### INSTRUCTIONS TO FOLLOW
Your result should be every line of the records below that contains the word "Greenwich".

Records from a dataset
Start of Block

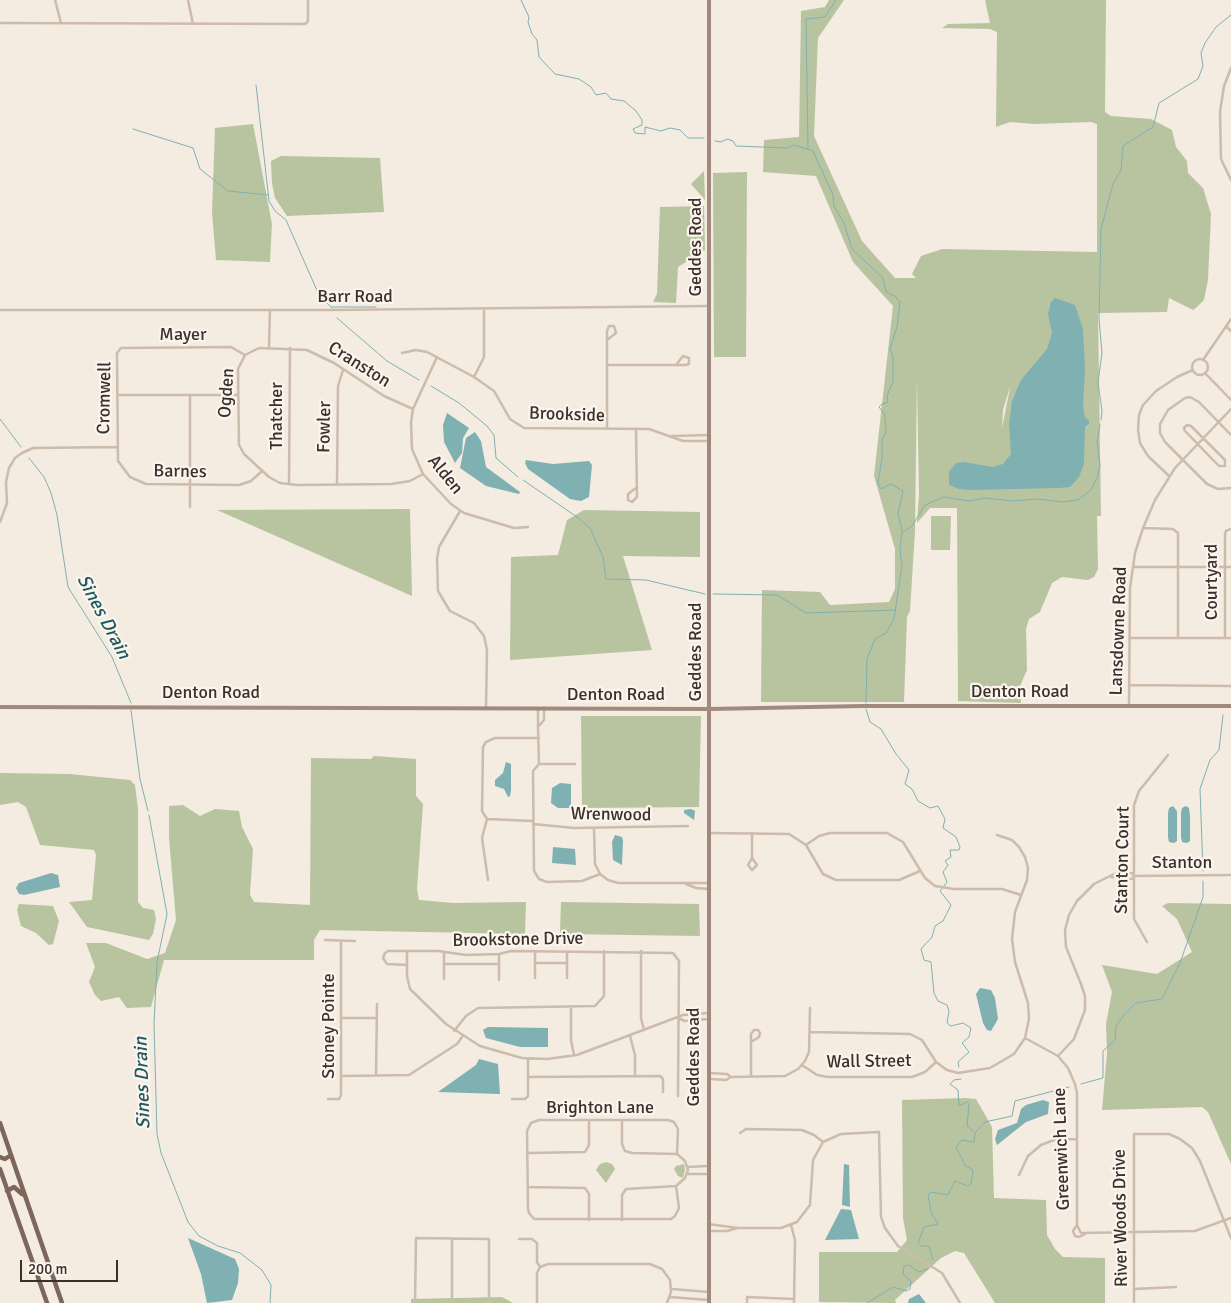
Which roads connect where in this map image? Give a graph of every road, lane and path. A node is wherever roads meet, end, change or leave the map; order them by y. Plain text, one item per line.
1 (55, 0) edge
2 (188, 0) edge
3 (308, 0) edge
4 (709, 0) edge
5 (0, 23) edge
6 (62, 23) junction
7 (193, 24) junction
8 (1231, 68) edge
9 (1231, 180) edge
10 (710, 306) junction
11 (484, 308) junction
12 (0, 310) edge
13 (270, 310) junction
14 (1231, 319) edge
15 (1226, 326) junction
16 (1231, 331) edge
17 (607, 340) junction
18 (269, 348) junction
19 (290, 348) junction
20 (119, 350) joint
21 (402, 353) dead end
22 (245, 356) junction
23 (437, 357) junction
24 (1203, 360) junction
25 (676, 364) junction
26 (607, 365) junction
27 (343, 370) junction
28 (1193, 370) junction
29 (1205, 373) junction
30 (474, 377) junction
31 (118, 395) junction
32 (190, 395) junction
33 (238, 395) junction
34 (1231, 400) edge
35 (413, 409) junction
36 (1231, 409) edge
37 (1218, 422) junction
38 (606, 429) junction
39 (636, 429) junction
40 (710, 434) junction
41 (1231, 435) edge
42 (671, 436) junction
43 (1203, 437) junction
44 (710, 441) junction
45 (1197, 443) junction
46 (116, 448) junction
47 (1182, 459) junction
48 (261, 472) junction
49 (423, 474) junction
50 (1169, 476) junction
51 (289, 484) junction
52 (337, 484) junction
53 (190, 485) junction
54 (636, 488) junction
55 (1231, 488) edge
56 (190, 507) dead end
57 (460, 511) junction
58 (0, 522) edge
59 (528, 527) dead end
60 (1143, 528) junction
61 (1231, 530) edge
62 (1132, 567) junction
63 (1178, 567) junction
64 (1225, 567) junction
65 (1231, 567) edge
66 (1129, 638) junction
67 (1178, 638) junction
68 (1225, 638) junction
69 (1231, 638) edge
70 (1130, 686) junction
71 (1231, 686) edge
72 (0, 706) edge
73 (1129, 706) junction
74 (1231, 706) edge
75 (486, 708) junction
76 (538, 708) junction
77 (544, 708) junction
78 (710, 709) junction
79 (538, 727) junction
80 (538, 738) junction
81 (1168, 755) dead end
82 (539, 764) junction
83 (575, 764) dead end
84 (487, 819) junction
85 (533, 823) junction
86 (688, 826) dead end
87 (594, 828) junction
88 (708, 833) junction
89 (752, 834) junction
90 (997, 835) dead end
91 (806, 845) junction
92 (752, 858) junction
93 (920, 871) junction
94 (600, 874) junction
95 (1231, 875) edge
96 (1133, 876) junction
97 (1111, 877) junction
98 (488, 880) dead end
99 (685, 883) junction
100 (708, 883) junction
101 (708, 888) junction
102 (1021, 895) junction
103 (325, 940) dead end
104 (355, 940) dead end
105 (341, 941) junction
106 (1147, 942) dead end
107 (407, 951) junction
108 (567, 951) junction
109 (604, 951) junction
110 (641, 951) junction
111 (535, 952) junction
112 (444, 953) junction
113 (499, 954) junction
114 (567, 963) junction
115 (407, 964) junction
116 (444, 964) junction
117 (499, 964) junction
118 (535, 964) junction
119 (535, 978) dead end
120 (567, 978) dead end
121 (444, 979) dead end
122 (499, 980) dead end
123 (377, 1004) dead end
124 (571, 1008) junction
125 (810, 1008) dead end
126 (708, 1013) junction
127 (342, 1018) junction
128 (377, 1018) junction
129 (678, 1018) junction
130 (708, 1019) junction
131 (644, 1030) junction
132 (454, 1031) junction
133 (810, 1032) junction
134 (630, 1036) junction
135 (462, 1037) junction
136 (1025, 1038) junction
137 (751, 1042) junction
138 (574, 1055) junction
139 (1058, 1056) junction
140 (528, 1059) junction
141 (936, 1062) junction
142 (802, 1065) junction
143 (708, 1073) junction
144 (342, 1076) junction
145 (376, 1076) junction
146 (634, 1076) junction
147 (750, 1076) junction
148 (528, 1077) junction
149 (731, 1077) junction
150 (708, 1079) junction
151 (663, 1092) dead end
152 (678, 1096) dead end
153 (328, 1099) dead end
154 (512, 1099) dead end
155 (589, 1120) junction
156 (622, 1120) junction
157 (0, 1123) edge
158 (740, 1133) dead end
159 (1077, 1139) junction
160 (823, 1142) junction
161 (528, 1153) junction
162 (677, 1154) junction
163 (11, 1155) junction
164 (0, 1157) edge
165 (708, 1166) junction
166 (687, 1168) junction
167 (0, 1169) edge
168 (687, 1174) junction
169 (708, 1174) junction
170 (1019, 1175) dead end
171 (676, 1186) junction
172 (528, 1187) junction
173 (8, 1191) junction
174 (25, 1197) junction
175 (1231, 1218) edge
176 (589, 1220) junction
177 (622, 1220) junction
178 (1224, 1221) junction
179 (708, 1224) junction
180 (1077, 1224) junction
181 (792, 1225) junction
182 (738, 1228) junction
183 (708, 1231) junction
184 (1134, 1232) junction
185 (1086, 1233) junction
186 (1231, 1238) edge
187 (452, 1239) junction
188 (519, 1239) dead end
189 (540, 1267) junction
190 (1176, 1287) dead end
191 (1134, 1289) junction
192 (672, 1290) junction
193 (709, 1292) junction
194 (670, 1296) junction
195 (794, 1299) junction
196 (709, 1301) edge
197 (47, 1303) edge
198 (62, 1303) edge
199 (416, 1303) edge
200 (452, 1303) edge
201 (489, 1303) edge
202 (537, 1303) edge
203 (667, 1303) edge
204 (747, 1303) edge
205 (794, 1303) edge
206 (960, 1303) edge
207 (1134, 1303) edge

1 - 6 street
2 - 7 street
3 - 7 street
4 - 10 main road, Geddes Road
5 - 6 street
6 - 7 street
8 - 9 street
10 - 11 street, Barr Road
10 - 40 main road, Geddes Road
11 - 13 street, Barr Road
11 - 30 street
12 - 13 street, Barr Road
13 - 18 street
14 - 15 street
15 - 16 street
15 - 24 street
17 - 17 street
17 - 26 street
18 - 19 street, Ogden
18 - 22 street, Ogden
19 - 27 street, Cranston
19 - 51 street, Thatcher
20 - 22 street, Mayer
20 - 31 street, Cromwell
21 - 23 street, Brookside
22 - 33 street, Ogden
23 - 30 street, Brookside
23 - 35 street, Alden
24 - 28 street
24 - 29 street
25 - 25 street
25 - 26 street
26 - 38 street
27 - 35 street, Cranston
27 - 52 street, Fowler
28 - 29 street
28 - 50 street
29 - 34 street
30 - 38 street, Brookside
31 - 32 street
31 - 46 street, Cromwell
32 - 33 street
32 - 53 street
33 - 48 street, Ogden
35 - 49 street, Alden
36 - 37 street, Lansdowne Road
37 - 41 street
37 - 43 street, Lansdowne Road
37 - 47 street
38 - 39 street, Brookside
39 - 42 street, Brookside
39 - 54 street
40 - 42 street, Brookside
40 - 44 main road, Geddes Road
42 - 44 street, Brookside
43 - 45 street, Lansdowne Road
43 - 45 street
43 - 45 street
44 - 78 main road, Geddes Road
45 - 47 street, Lansdowne Road
46 - 53 street, Barnes
46 - 58 street
47 - 50 street, Lansdowne Road
47 - 55 street
48 - 51 street
48 - 53 street, Barnes
49 - 52 street
49 - 57 street, Alden
50 - 60 street, Lansdowne Road
51 - 52 street
53 - 56 street
54 - 54 street
57 - 59 street, Alden
57 - 75 street
60 - 62 street, Lansdowne Road
60 - 63 street
61 - 64 street, Courtyard
62 - 63 street
62 - 66 street, Lansdowne Road
63 - 64 street
63 - 67 street
64 - 65 street
64 - 68 street, Courtyard
66 - 67 street
66 - 70 street, Lansdowne Road
67 - 68 street
68 - 69 street
70 - 71 street
70 - 73 street, Lansdowne Road
72 - 75 main road, Denton Road
73 - 74 main road, Denton Road
73 - 78 main road, Denton Road
75 - 76 main road, Denton Road
76 - 77 main road, Denton Road
76 - 79 street
77 - 78 main road, Denton Road
77 - 79 street
78 - 88 main road, Geddes Road
79 - 80 street
80 - 82 street
80 - 84 street
81 - 96 street, Stanton Court
82 - 83 street
82 - 85 street
84 - 85 street, Wrenwood
84 - 98 street
85 - 87 street, Wrenwood
85 - 94 street
86 - 87 street, Wrenwood
87 - 94 street
88 - 89 street
88 - 100 main road, Geddes Road
89 - 91 street
89 - 92 street
90 - 102 street
91 - 93 street
91 - 93 street
92 - 92 street
93 - 102 street
94 - 99 street
95 - 96 street, Stanton
96 - 97 street
96 - 97 street
96 - 106 street, Stanton Court
97 - 139 street
99 - 100 street
99 - 101 street
100 - 101 main road, Geddes Road
101 - 126 main road, Geddes Road
102 - 136 street
103 - 105 street
104 - 105 street
105 - 127 street, Stoney Pointe
107 - 112 street, Brookstone Drive
107 - 115 street
107 - 115 street, Brookstone Drive
108 - 109 street, Brookstone Drive
108 - 111 street, Brookstone Drive
108 - 114 street
109 - 110 street, Brookstone Drive
109 - 124 street
110 - 129 street, Brookstone Drive
110 - 131 street
111 - 113 street, Brookstone Drive
111 - 118 street
112 - 113 street, Brookstone Drive
112 - 116 street
113 - 117 street
114 - 118 street
114 - 120 street
115 - 132 street
116 - 117 street
116 - 121 street
117 - 122 street
118 - 119 street
123 - 128 street
124 - 132 street
124 - 138 street
125 - 133 street
126 - 129 street
126 - 130 main road, Geddes Road
127 - 128 street
127 - 144 street, Stoney Pointe
128 - 145 street
129 - 130 street
129 - 131 street
129 - 152 street
130 - 143 main road, Geddes Road
131 - 134 street
132 - 135 street
133 - 141 street
133 - 142 street
134 - 138 street
134 - 146 street
135 - 140 street
135 - 145 street
136 - 139 street, Greenwich Lane
136 - 141 street
137 - 137 street
137 - 147 street
138 - 140 street
139 - 159 street, Greenwich Lane
140 - 148 street
141 - 142 street, Wall Street
142 - 147 street
143 - 149 street
143 - 150 main road, Geddes Road
144 - 145 street
144 - 153 street, Stoney Pointe
146 - 148 street
146 - 151 street
147 - 149 street
148 - 154 street
149 - 150 street
150 - 165 main road, Geddes Road
155 - 156 street, Brighton Lane
155 - 161 street, Brighton Lane
155 - 161 street
156 - 162 street
156 - 162 street, Brighton Lane
157 - 163 main road
158 - 160 street
159 - 170 street
159 - 180 street, Greenwich Lane
160 - 181 street
160 - 206 street
161 - 172 street
162 - 166 street
163 - 164 main road
163 - 174 main road
165 - 166 street
165 - 169 main road, Geddes Road
166 - 168 street
167 - 173 main road
168 - 169 street
168 - 171 street
169 - 179 main road, Geddes Road
171 - 177 street
171 - 177 street
172 - 176 street
172 - 176 street
173 - 174 main road
173 - 197 main road
174 - 198 main road
175 - 178 street
176 - 177 street
178 - 184 street
178 - 184 street, River Woods Drive
178 - 186 street
179 - 182 street
179 - 183 main road, Geddes Road
180 - 185 street, Greenwich Lane
180 - 185 street, Greenwich Lane
181 - 182 street
181 - 195 street
182 - 183 street
183 - 193 main road, Geddes Road
184 - 185 street
184 - 191 street, River Woods Drive
187 - 199 street
187 - 200 street
187 - 201 street
188 - 189 street
189 - 192 street
189 - 202 street
190 - 191 street
191 - 207 street, River Woods Drive
192 - 193 street
192 - 194 street
193 - 196 main road, Geddes Road
194 - 196 street
194 - 203 street
195 - 204 street
195 - 205 street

End of Block

### YOUR RESPONSE
136 - 139 street, Greenwich Lane
139 - 159 street, Greenwich Lane
159 - 180 street, Greenwich Lane
180 - 185 street, Greenwich Lane
180 - 185 street, Greenwich Lane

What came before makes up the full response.